Espaillat. El cuerpo de bomberos de Moca requiere de la intervención de varias áreas y mejorar las condiciones en que se encuentran sus integrantes.
Enclavada en el casco urbano del municipio cabecera, la estación bomberil, necesita mejorar su infraestructura y las condiciones en que duerme el personal, integrado por 25 bomberos. El coronel Félix Guzmán, dijo que trabajan para que el espacio sea pintado y remozado.
Ante la denuncia que hacen activistas sociales y populares, por las condiciones de los colchones donde descansan los bomberos, el jefe del cuerpo bomberil de Moca, dijo que al compararlo con otros lugares, este luce decente.
“Esas camas que se ven sin colchones, se debe a que ahí no duerme ningún bombero”, explicó el coronel Feliz Guzmán. Actualmente los bomberos de Moca cuentan con cinco camiones, cuatro contra incendios y un tanquero. También cuentan con una ambulancia.
Reclamos
El activista social, Juan Comprés, del movimiento Los Peregrinos de Moca, lamenta que mientras la ciudad duerme con tranquilidad, los bomberos permanecen en alerta, esperando el sonido de una sirena que puede significar la diferencia entre la vida y la muerte. Sin embargo, la realidad que viven puertas adentro duele y avergüenza.
Camas sin colchones, colchones viejos y desgastados por el tiempo, sin una simple almohada ni una sábana que brinde un mínimo de comodidad.

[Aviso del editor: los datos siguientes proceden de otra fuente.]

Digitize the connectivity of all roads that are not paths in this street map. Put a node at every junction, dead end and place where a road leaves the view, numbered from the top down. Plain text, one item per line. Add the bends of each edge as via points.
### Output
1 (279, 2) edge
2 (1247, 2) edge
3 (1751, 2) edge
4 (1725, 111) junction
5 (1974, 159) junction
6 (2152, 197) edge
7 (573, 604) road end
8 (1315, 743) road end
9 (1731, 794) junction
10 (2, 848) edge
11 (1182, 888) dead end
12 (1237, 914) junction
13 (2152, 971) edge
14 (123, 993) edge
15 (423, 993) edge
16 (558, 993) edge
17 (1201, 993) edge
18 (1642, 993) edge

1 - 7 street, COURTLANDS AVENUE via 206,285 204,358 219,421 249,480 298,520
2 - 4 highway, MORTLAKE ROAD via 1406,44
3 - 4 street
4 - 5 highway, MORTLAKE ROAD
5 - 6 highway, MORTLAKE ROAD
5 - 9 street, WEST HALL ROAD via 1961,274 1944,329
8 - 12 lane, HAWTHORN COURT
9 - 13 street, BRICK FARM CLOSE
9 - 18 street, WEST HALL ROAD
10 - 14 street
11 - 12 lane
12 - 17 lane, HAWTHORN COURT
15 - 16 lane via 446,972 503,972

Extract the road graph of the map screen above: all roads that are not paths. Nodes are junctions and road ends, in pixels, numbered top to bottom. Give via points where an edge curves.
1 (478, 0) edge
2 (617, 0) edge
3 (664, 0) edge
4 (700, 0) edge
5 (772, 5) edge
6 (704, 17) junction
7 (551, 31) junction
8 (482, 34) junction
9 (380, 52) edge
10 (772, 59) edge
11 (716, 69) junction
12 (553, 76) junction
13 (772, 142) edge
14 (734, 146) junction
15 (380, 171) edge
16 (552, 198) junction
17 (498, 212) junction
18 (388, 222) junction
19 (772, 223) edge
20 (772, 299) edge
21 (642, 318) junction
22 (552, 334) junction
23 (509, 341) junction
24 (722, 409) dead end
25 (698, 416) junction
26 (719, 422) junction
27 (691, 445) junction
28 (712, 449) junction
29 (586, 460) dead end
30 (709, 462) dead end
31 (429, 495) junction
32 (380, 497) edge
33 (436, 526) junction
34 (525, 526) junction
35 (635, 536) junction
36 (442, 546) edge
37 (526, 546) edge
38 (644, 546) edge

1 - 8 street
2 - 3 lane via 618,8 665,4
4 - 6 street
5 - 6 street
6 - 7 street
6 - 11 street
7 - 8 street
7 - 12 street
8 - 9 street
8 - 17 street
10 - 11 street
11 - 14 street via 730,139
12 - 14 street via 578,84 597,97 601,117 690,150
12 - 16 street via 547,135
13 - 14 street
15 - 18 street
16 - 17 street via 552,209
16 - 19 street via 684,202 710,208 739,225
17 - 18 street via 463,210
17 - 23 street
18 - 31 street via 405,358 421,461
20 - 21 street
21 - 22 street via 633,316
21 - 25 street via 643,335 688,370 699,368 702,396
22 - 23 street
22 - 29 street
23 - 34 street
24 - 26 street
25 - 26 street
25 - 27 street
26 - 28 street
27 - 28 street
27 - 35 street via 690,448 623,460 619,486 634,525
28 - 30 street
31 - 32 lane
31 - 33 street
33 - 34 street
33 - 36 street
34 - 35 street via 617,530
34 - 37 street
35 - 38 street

Considera que el espacio que debería ofrecer recuperación física y mental antes de enfrentar emergencias, se convierte en otra carga más para quienes ya arriesgan todo por la comunidad. Comprés hace un llamado a las autoridades competentes para que intervengan y garanticen condiciones dignas para estos servidores públicos.
Llaman a mocanos a no permanecer indiferentes
Juan Comprés expresa que resulta difícil comprender cómo quienes salvan vidas, quienes sacan personas de vehículos retorcidos, quienes enfrentan incendios, accidentes y tragedias, tengan que dormir en condiciones paupérrimas.
Expresa que la comunidad de Moca no puede permanecer indiferente ante esta realidad.